The government's own FDA website has a page entitled What FDA Doesn't Regulate. Here's what they have to say about "consumer products":
"The agency has no jurisdiction over many household goods. The Consumer Product Safety Commission (CPSC) is responsible for ensuring the safety of consumer goods such as household appliances (excluding those that emit radiation), paint, child-resistant packages, and baby toys."
See some things left out? How about the EPA? They say this:
"EPA has no authority to regulate household products (or any other aspect of indoor air quality). . . .Even if we had authority to regulate indoor air quality, it would be difficult to regulate household (or other) products because we have no authority to collect information on the chemical content of products in the marketplace (nor does any Federal Agency)."

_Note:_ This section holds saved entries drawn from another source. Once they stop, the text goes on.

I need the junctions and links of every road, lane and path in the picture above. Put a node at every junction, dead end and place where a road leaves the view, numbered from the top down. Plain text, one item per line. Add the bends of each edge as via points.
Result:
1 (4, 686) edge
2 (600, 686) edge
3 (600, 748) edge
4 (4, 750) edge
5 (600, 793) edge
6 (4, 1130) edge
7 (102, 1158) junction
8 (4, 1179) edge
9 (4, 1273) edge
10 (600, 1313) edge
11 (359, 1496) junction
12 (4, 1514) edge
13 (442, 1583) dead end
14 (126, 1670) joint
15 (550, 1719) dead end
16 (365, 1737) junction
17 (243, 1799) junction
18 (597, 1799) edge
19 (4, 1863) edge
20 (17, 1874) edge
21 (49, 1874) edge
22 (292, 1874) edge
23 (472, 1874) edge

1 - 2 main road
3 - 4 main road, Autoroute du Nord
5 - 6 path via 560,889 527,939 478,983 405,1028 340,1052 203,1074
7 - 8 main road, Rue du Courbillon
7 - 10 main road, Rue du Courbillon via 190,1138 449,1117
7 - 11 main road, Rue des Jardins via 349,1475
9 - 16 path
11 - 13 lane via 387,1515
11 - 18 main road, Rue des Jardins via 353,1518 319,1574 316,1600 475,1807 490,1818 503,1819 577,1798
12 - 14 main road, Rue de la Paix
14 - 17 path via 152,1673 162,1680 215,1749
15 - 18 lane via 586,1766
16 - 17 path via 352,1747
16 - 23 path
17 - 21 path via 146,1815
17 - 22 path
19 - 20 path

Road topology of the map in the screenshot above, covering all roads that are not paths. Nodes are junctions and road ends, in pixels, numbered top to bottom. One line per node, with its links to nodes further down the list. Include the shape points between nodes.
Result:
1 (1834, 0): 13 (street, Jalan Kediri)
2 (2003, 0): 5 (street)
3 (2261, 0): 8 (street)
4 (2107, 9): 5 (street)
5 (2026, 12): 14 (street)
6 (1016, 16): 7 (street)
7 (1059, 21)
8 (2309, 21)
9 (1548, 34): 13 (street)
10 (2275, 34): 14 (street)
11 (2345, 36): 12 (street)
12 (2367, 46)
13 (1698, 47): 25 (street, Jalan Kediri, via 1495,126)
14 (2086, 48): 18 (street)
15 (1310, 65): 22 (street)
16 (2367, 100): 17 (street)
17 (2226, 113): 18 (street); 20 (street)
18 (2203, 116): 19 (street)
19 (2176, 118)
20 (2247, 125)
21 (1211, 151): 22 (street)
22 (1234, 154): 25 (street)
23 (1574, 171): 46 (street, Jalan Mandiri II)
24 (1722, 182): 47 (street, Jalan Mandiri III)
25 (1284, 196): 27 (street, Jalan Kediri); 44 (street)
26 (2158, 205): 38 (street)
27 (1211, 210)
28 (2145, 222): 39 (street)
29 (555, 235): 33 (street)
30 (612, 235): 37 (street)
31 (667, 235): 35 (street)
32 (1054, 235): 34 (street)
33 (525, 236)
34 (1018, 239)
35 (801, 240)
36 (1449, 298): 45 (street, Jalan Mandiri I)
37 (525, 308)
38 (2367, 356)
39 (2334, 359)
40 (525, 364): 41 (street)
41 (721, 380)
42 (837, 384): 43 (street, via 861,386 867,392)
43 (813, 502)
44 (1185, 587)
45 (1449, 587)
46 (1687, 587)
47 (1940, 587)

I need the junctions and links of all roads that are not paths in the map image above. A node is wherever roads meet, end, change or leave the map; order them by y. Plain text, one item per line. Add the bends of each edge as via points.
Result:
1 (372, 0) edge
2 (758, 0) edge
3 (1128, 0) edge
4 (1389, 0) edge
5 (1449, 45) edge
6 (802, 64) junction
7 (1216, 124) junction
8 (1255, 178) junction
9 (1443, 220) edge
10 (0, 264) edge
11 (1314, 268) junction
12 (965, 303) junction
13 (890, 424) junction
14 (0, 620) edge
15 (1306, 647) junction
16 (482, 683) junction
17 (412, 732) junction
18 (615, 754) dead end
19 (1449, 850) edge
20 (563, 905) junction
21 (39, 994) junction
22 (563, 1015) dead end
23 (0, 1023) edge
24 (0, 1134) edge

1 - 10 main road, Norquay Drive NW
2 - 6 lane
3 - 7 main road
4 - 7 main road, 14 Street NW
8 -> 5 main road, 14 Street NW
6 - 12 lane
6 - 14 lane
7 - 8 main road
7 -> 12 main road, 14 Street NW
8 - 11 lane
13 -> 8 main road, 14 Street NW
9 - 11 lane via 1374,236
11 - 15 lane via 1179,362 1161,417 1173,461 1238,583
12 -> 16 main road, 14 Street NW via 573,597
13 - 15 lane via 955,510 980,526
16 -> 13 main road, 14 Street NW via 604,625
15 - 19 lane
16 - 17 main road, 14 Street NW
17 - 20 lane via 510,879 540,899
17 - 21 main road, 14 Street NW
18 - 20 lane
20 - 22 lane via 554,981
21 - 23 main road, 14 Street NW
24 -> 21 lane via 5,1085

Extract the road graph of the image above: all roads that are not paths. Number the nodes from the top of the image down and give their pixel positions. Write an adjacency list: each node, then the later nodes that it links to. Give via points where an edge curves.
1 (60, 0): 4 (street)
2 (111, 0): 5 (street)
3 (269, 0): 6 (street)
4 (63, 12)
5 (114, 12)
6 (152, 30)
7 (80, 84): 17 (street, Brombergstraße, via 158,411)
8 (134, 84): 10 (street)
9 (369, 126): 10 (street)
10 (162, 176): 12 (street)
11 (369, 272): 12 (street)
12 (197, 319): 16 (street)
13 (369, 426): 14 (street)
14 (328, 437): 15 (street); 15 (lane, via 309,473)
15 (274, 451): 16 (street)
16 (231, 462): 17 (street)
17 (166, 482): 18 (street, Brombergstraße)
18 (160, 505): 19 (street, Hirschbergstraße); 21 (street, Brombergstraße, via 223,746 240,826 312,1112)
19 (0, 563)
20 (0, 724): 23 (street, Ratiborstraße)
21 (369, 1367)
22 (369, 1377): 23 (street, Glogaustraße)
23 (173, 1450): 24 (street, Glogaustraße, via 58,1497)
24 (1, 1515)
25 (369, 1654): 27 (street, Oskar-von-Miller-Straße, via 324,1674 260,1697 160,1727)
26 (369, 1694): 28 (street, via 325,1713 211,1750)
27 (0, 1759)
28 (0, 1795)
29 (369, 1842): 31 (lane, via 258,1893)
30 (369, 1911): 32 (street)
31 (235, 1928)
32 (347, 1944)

If governmental agencies don't have the authority to protect us from toxins in common products, our choices are to either trust the manufacturers or do our own homework. This is more challenging than you might think, due to inadequate labeling laws (a topic I'll probably address in a future post), but is still both possible and necessary. Some basic Christian principles include taking care of our bodies (1 Corinthians 6:19-20) and loving our neighbors as ourselves (Matthew 22:39). Knowing whether the products we use are toxic to ourselves and those around us is part of that.